| Prompt |
Pick out all lines with the word "Kipling" from the records that follow.

| Task inputs |
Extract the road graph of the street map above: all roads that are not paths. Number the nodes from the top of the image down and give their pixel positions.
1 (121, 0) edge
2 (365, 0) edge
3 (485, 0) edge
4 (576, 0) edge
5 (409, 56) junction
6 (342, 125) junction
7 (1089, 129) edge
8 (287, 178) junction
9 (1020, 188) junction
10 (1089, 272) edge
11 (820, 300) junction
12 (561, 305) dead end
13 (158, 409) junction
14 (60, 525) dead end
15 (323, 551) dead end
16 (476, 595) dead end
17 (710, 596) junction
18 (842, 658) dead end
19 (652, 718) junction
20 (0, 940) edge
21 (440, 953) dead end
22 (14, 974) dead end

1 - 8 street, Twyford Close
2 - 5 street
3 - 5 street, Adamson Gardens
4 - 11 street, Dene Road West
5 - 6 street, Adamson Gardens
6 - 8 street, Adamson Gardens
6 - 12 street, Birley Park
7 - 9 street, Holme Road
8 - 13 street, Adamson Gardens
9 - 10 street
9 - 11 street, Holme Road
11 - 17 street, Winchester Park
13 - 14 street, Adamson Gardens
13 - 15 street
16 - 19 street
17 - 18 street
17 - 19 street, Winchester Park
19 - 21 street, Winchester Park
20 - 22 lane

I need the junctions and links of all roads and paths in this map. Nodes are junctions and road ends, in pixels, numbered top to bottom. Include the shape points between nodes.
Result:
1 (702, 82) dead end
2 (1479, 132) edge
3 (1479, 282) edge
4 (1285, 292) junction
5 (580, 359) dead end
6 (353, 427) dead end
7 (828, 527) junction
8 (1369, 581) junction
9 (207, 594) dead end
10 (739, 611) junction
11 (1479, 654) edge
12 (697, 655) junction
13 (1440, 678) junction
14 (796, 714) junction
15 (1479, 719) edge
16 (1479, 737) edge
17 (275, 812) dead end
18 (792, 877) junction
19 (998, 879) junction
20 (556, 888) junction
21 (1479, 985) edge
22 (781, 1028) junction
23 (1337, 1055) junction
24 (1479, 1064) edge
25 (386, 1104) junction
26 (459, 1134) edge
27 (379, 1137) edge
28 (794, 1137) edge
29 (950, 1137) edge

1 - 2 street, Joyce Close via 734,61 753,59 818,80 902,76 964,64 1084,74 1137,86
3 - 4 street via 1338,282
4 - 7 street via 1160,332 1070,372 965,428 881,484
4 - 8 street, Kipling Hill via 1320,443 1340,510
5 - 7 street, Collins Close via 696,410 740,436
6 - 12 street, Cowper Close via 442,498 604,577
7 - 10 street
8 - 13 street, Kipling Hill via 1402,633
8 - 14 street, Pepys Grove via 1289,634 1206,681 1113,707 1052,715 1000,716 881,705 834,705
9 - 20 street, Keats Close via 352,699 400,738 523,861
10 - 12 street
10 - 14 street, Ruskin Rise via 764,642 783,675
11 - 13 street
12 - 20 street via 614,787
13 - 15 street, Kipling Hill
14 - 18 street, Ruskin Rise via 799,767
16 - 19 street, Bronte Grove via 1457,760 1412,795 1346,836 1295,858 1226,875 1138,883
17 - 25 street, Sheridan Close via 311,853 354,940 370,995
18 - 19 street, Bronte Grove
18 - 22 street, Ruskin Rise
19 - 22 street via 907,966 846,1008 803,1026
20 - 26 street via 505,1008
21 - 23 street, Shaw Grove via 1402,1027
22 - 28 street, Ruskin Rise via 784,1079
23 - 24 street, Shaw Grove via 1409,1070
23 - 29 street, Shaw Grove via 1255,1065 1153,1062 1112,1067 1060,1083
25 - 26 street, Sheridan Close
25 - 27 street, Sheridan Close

| Result of this exercise |
4 - 8 street, Kipling Hill via 1320,443 1340,510
8 - 13 street, Kipling Hill via 1402,633
13 - 15 street, Kipling Hill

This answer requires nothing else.